Stored data
──────

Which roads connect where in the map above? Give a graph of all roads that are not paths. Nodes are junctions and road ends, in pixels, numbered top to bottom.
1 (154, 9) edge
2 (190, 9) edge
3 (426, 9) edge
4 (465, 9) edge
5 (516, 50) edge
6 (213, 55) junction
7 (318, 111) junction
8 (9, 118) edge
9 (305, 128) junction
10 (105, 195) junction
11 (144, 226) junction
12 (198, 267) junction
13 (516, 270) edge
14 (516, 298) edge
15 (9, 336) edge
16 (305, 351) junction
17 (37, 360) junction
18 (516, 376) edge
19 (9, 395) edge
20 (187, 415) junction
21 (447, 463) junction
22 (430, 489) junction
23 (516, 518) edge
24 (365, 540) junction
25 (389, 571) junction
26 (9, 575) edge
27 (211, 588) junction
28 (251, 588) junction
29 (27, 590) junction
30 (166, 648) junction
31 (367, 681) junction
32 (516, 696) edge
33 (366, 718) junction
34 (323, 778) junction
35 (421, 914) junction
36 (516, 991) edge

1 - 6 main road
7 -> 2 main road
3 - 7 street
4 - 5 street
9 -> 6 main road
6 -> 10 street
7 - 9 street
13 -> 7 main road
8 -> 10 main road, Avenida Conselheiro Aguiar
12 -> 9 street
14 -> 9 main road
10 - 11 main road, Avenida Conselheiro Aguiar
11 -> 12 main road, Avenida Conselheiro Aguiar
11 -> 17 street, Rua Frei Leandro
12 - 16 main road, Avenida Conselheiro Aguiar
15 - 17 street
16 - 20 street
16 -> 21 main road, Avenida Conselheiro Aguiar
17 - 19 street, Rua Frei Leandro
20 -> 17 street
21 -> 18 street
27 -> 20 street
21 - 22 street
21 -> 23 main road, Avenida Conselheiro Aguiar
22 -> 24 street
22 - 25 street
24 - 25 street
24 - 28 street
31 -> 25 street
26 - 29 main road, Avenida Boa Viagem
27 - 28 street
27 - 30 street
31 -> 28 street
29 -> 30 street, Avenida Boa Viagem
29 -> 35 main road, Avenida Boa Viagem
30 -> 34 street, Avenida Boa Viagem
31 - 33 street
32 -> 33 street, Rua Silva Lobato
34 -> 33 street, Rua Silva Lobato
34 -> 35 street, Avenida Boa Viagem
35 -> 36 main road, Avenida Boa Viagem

──────

__ACTIVITY__
Could you retype all of the entries exactly, leaving none out?

__WRITTEN SOLUTION__
Which roads connect where in the map above? Give a graph of all roads that are not paths. Nodes are junctions and road ends, in pixels, numbered top to bottom.
1 (154, 9) edge
2 (190, 9) edge
3 (426, 9) edge
4 (465, 9) edge
5 (516, 50) edge
6 (213, 55) junction
7 (318, 111) junction
8 (9, 118) edge
9 (305, 128) junction
10 (105, 195) junction
11 (144, 226) junction
12 (198, 267) junction
13 (516, 270) edge
14 (516, 298) edge
15 (9, 336) edge
16 (305, 351) junction
17 (37, 360) junction
18 (516, 376) edge
19 (9, 395) edge
20 (187, 415) junction
21 (447, 463) junction
22 (430, 489) junction
23 (516, 518) edge
24 (365, 540) junction
25 (389, 571) junction
26 (9, 575) edge
27 (211, 588) junction
28 (251, 588) junction
29 (27, 590) junction
30 (166, 648) junction
31 (367, 681) junction
32 (516, 696) edge
33 (366, 718) junction
34 (323, 778) junction
35 (421, 914) junction
36 (516, 991) edge

1 - 6 main road
7 -> 2 main road
3 - 7 street
4 - 5 street
9 -> 6 main road
6 -> 10 street
7 - 9 street
13 -> 7 main road
8 -> 10 main road, Avenida Conselheiro Aguiar
12 -> 9 street
14 -> 9 main road
10 - 11 main road, Avenida Conselheiro Aguiar
11 -> 12 main road, Avenida Conselheiro Aguiar
11 -> 17 street, Rua Frei Leandro
12 - 16 main road, Avenida Conselheiro Aguiar
15 - 17 street
16 - 20 street
16 -> 21 main road, Avenida Conselheiro Aguiar
17 - 19 street, Rua Frei Leandro
20 -> 17 street
21 -> 18 street
27 -> 20 street
21 - 22 street
21 -> 23 main road, Avenida Conselheiro Aguiar
22 -> 24 street
22 - 25 street
24 - 25 street
24 - 28 street
31 -> 25 street
26 - 29 main road, Avenida Boa Viagem
27 - 28 street
27 - 30 street
31 -> 28 street
29 -> 30 street, Avenida Boa Viagem
29 -> 35 main road, Avenida Boa Viagem
30 -> 34 street, Avenida Boa Viagem
31 - 33 street
32 -> 33 street, Rua Silva Lobato
34 -> 33 street, Rua Silva Lobato
34 -> 35 street, Avenida Boa Viagem
35 -> 36 main road, Avenida Boa Viagem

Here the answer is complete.